EXERCISE PROMPT: Each record should be given back exactly, with none missing.

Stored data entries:
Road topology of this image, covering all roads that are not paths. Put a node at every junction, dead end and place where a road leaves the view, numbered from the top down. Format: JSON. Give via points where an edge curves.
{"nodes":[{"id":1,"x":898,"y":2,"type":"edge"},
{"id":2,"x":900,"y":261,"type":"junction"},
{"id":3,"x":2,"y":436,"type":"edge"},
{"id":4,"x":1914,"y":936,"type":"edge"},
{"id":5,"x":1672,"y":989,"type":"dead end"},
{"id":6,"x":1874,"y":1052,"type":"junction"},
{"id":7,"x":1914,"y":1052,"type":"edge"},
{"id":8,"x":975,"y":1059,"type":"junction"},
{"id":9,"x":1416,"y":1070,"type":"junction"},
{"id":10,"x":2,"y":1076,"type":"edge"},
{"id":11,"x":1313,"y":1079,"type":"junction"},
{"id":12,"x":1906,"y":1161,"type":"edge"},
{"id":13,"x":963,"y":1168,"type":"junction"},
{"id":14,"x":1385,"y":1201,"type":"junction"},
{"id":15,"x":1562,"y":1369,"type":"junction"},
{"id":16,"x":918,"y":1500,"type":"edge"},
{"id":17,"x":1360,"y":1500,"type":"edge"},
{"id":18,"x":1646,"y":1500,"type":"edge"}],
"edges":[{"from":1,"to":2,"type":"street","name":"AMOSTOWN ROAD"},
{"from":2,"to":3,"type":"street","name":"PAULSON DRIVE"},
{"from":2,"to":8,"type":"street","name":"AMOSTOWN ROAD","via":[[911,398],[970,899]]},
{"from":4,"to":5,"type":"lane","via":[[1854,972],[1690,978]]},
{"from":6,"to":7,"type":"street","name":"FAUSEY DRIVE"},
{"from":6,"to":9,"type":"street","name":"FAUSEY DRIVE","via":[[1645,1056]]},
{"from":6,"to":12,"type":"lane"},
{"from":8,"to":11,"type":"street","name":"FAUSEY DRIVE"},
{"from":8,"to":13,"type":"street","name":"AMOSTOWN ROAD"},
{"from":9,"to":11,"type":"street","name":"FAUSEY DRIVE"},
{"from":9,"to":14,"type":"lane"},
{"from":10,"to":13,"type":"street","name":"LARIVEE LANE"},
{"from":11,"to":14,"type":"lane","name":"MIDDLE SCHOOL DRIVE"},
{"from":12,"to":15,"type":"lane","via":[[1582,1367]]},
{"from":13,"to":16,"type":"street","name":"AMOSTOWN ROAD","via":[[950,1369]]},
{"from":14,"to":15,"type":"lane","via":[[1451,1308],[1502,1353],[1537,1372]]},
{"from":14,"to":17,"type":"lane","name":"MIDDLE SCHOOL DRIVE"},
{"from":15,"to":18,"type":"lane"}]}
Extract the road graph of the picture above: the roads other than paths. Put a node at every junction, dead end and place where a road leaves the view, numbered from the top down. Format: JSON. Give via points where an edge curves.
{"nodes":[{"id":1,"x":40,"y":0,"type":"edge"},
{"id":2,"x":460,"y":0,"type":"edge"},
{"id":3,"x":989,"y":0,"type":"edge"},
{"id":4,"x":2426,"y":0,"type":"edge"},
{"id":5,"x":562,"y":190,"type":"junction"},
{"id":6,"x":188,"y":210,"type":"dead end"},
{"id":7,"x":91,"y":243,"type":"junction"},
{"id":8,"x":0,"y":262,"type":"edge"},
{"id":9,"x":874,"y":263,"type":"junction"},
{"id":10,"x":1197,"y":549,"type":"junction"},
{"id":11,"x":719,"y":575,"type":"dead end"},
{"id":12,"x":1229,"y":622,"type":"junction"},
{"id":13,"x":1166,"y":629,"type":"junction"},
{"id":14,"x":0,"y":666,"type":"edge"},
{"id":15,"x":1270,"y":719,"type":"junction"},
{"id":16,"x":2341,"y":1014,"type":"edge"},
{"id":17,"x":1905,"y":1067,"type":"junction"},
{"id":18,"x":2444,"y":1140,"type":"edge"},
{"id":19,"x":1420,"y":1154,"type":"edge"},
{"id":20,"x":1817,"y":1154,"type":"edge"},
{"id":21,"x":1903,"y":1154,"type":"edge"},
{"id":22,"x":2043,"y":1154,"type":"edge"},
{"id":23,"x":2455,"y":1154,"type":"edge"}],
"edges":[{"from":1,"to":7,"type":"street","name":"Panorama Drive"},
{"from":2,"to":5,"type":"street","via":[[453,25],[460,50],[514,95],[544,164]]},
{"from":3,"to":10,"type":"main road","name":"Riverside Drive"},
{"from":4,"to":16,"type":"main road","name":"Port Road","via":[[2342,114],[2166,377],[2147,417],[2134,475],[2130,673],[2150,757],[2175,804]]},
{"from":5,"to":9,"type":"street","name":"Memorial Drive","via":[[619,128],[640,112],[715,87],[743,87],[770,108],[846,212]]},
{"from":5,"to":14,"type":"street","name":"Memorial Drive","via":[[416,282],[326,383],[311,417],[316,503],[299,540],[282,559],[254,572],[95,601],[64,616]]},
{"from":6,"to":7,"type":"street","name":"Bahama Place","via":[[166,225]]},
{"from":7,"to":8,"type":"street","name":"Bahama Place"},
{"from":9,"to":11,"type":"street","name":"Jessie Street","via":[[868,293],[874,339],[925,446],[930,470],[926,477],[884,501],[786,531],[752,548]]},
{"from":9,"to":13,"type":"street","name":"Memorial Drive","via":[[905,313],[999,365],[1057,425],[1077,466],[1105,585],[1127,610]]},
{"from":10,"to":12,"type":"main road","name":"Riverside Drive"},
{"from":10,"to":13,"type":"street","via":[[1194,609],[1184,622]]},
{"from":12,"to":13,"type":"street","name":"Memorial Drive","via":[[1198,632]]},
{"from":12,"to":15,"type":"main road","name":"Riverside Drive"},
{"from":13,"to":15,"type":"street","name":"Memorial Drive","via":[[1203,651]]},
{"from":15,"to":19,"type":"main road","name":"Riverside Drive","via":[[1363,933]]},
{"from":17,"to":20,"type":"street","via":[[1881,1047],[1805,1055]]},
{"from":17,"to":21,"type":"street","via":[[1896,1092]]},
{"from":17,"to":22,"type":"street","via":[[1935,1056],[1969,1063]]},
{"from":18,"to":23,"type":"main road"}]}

WRITTEN ANSWER:
Road topology of this image, covering all roads that are not paths. Put a node at every junction, dead end and place where a road leaves the view, numbered from the top down. Format: JSON. Give via points where an edge curves.
{"nodes":[{"id":1,"x":898,"y":2,"type":"edge"},
{"id":2,"x":900,"y":261,"type":"junction"},
{"id":3,"x":2,"y":436,"type":"edge"},
{"id":4,"x":1914,"y":936,"type":"edge"},
{"id":5,"x":1672,"y":989,"type":"dead end"},
{"id":6,"x":1874,"y":1052,"type":"junction"},
{"id":7,"x":1914,"y":1052,"type":"edge"},
{"id":8,"x":975,"y":1059,"type":"junction"},
{"id":9,"x":1416,"y":1070,"type":"junction"},
{"id":10,"x":2,"y":1076,"type":"edge"},
{"id":11,"x":1313,"y":1079,"type":"junction"},
{"id":12,"x":1906,"y":1161,"type":"edge"},
{"id":13,"x":963,"y":1168,"type":"junction"},
{"id":14,"x":1385,"y":1201,"type":"junction"},
{"id":15,"x":1562,"y":1369,"type":"junction"},
{"id":16,"x":918,"y":1500,"type":"edge"},
{"id":17,"x":1360,"y":1500,"type":"edge"},
{"id":18,"x":1646,"y":1500,"type":"edge"}],
"edges":[{"from":1,"to":2,"type":"street","name":"AMOSTOWN ROAD"},
{"from":2,"to":3,"type":"street","name":"PAULSON DRIVE"},
{"from":2,"to":8,"type":"street","name":"AMOSTOWN ROAD","via":[[911,398],[970,899]]},
{"from":4,"to":5,"type":"lane","via":[[1854,972],[1690,978]]},
{"from":6,"to":7,"type":"street","name":"FAUSEY DRIVE"},
{"from":6,"to":9,"type":"street","name":"FAUSEY DRIVE","via":[[1645,1056]]},
{"from":6,"to":12,"type":"lane"},
{"from":8,"to":11,"type":"street","name":"FAUSEY DRIVE"},
{"from":8,"to":13,"type":"street","name":"AMOSTOWN ROAD"},
{"from":9,"to":11,"type":"street","name":"FAUSEY DRIVE"},
{"from":9,"to":14,"type":"lane"},
{"from":10,"to":13,"type":"street","name":"LARIVEE LANE"},
{"from":11,"to":14,"type":"lane","name":"MIDDLE SCHOOL DRIVE"},
{"from":12,"to":15,"type":"lane","via":[[1582,1367]]},
{"from":13,"to":16,"type":"street","name":"AMOSTOWN ROAD","via":[[950,1369]]},
{"from":14,"to":15,"type":"lane","via":[[1451,1308],[1502,1353],[1537,1372]]},
{"from":14,"to":17,"type":"lane","name":"MIDDLE SCHOOL DRIVE"},
{"from":15,"to":18,"type":"lane"}]}
Extract the road graph of the picture above: the roads other than paths. Put a node at every junction, dead end and place where a road leaves the view, numbered from the top down. Format: JSON. Give via points where an edge curves.
{"nodes":[{"id":1,"x":40,"y":0,"type":"edge"},
{"id":2,"x":460,"y":0,"type":"edge"},
{"id":3,"x":989,"y":0,"type":"edge"},
{"id":4,"x":2426,"y":0,"type":"edge"},
{"id":5,"x":562,"y":190,"type":"junction"},
{"id":6,"x":188,"y":210,"type":"dead end"},
{"id":7,"x":91,"y":243,"type":"junction"},
{"id":8,"x":0,"y":262,"type":"edge"},
{"id":9,"x":874,"y":263,"type":"junction"},
{"id":10,"x":1197,"y":549,"type":"junction"},
{"id":11,"x":719,"y":575,"type":"dead end"},
{"id":12,"x":1229,"y":622,"type":"junction"},
{"id":13,"x":1166,"y":629,"type":"junction"},
{"id":14,"x":0,"y":666,"type":"edge"},
{"id":15,"x":1270,"y":719,"type":"junction"},
{"id":16,"x":2341,"y":1014,"type":"edge"},
{"id":17,"x":1905,"y":1067,"type":"junction"},
{"id":18,"x":2444,"y":1140,"type":"edge"},
{"id":19,"x":1420,"y":1154,"type":"edge"},
{"id":20,"x":1817,"y":1154,"type":"edge"},
{"id":21,"x":1903,"y":1154,"type":"edge"},
{"id":22,"x":2043,"y":1154,"type":"edge"},
{"id":23,"x":2455,"y":1154,"type":"edge"}],
"edges":[{"from":1,"to":7,"type":"street","name":"Panorama Drive"},
{"from":2,"to":5,"type":"street","via":[[453,25],[460,50],[514,95],[544,164]]},
{"from":3,"to":10,"type":"main road","name":"Riverside Drive"},
{"from":4,"to":16,"type":"main road","name":"Port Road","via":[[2342,114],[2166,377],[2147,417],[2134,475],[2130,673],[2150,757],[2175,804]]},
{"from":5,"to":9,"type":"street","name":"Memorial Drive","via":[[619,128],[640,112],[715,87],[743,87],[770,108],[846,212]]},
{"from":5,"to":14,"type":"street","name":"Memorial Drive","via":[[416,282],[326,383],[311,417],[316,503],[299,540],[282,559],[254,572],[95,601],[64,616]]},
{"from":6,"to":7,"type":"street","name":"Bahama Place","via":[[166,225]]},
{"from":7,"to":8,"type":"street","name":"Bahama Place"},
{"from":9,"to":11,"type":"street","name":"Jessie Street","via":[[868,293],[874,339],[925,446],[930,470],[926,477],[884,501],[786,531],[752,548]]},
{"from":9,"to":13,"type":"street","name":"Memorial Drive","via":[[905,313],[999,365],[1057,425],[1077,466],[1105,585],[1127,610]]},
{"from":10,"to":12,"type":"main road","name":"Riverside Drive"},
{"from":10,"to":13,"type":"street","via":[[1194,609],[1184,622]]},
{"from":12,"to":13,"type":"street","name":"Memorial Drive","via":[[1198,632]]},
{"from":12,"to":15,"type":"main road","name":"Riverside Drive"},
{"from":13,"to":15,"type":"street","name":"Memorial Drive","via":[[1203,651]]},
{"from":15,"to":19,"type":"main road","name":"Riverside Drive","via":[[1363,933]]},
{"from":17,"to":20,"type":"street","via":[[1881,1047],[1805,1055]]},
{"from":17,"to":21,"type":"street","via":[[1896,1092]]},
{"from":17,"to":22,"type":"street","via":[[1935,1056],[1969,1063]]},
{"from":18,"to":23,"type":"main road"}]}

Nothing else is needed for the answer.